* _SUPPLIED ENTRIES_
----------
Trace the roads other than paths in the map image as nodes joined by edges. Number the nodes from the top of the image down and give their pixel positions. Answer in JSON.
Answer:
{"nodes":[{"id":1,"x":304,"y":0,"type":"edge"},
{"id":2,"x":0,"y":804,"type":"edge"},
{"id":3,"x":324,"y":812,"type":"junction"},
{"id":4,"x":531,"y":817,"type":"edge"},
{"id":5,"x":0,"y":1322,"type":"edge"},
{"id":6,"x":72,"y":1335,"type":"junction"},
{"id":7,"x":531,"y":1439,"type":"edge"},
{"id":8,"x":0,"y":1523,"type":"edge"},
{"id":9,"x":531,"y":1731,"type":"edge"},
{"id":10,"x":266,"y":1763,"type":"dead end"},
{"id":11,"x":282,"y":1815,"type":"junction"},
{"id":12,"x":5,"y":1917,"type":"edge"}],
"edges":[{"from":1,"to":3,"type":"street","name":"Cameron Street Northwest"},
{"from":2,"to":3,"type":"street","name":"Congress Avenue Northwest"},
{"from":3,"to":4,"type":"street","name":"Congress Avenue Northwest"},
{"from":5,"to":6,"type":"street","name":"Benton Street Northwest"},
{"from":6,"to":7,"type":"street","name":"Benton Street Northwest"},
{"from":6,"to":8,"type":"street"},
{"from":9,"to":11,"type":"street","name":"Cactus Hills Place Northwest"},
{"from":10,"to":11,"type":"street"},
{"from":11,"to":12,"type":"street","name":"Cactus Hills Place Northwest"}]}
----------
* _PROMPT_
Check every line of the records above for the string "Place". Copy those that hold it.

* _SOLVED EXERCISE_
{"from":9,"to":11,"type":"street","name":"Cactus Hills Place Northwest"},
{"from":11,"to":12,"type":"street","name":"Cactus Hills Place Northwest"}]}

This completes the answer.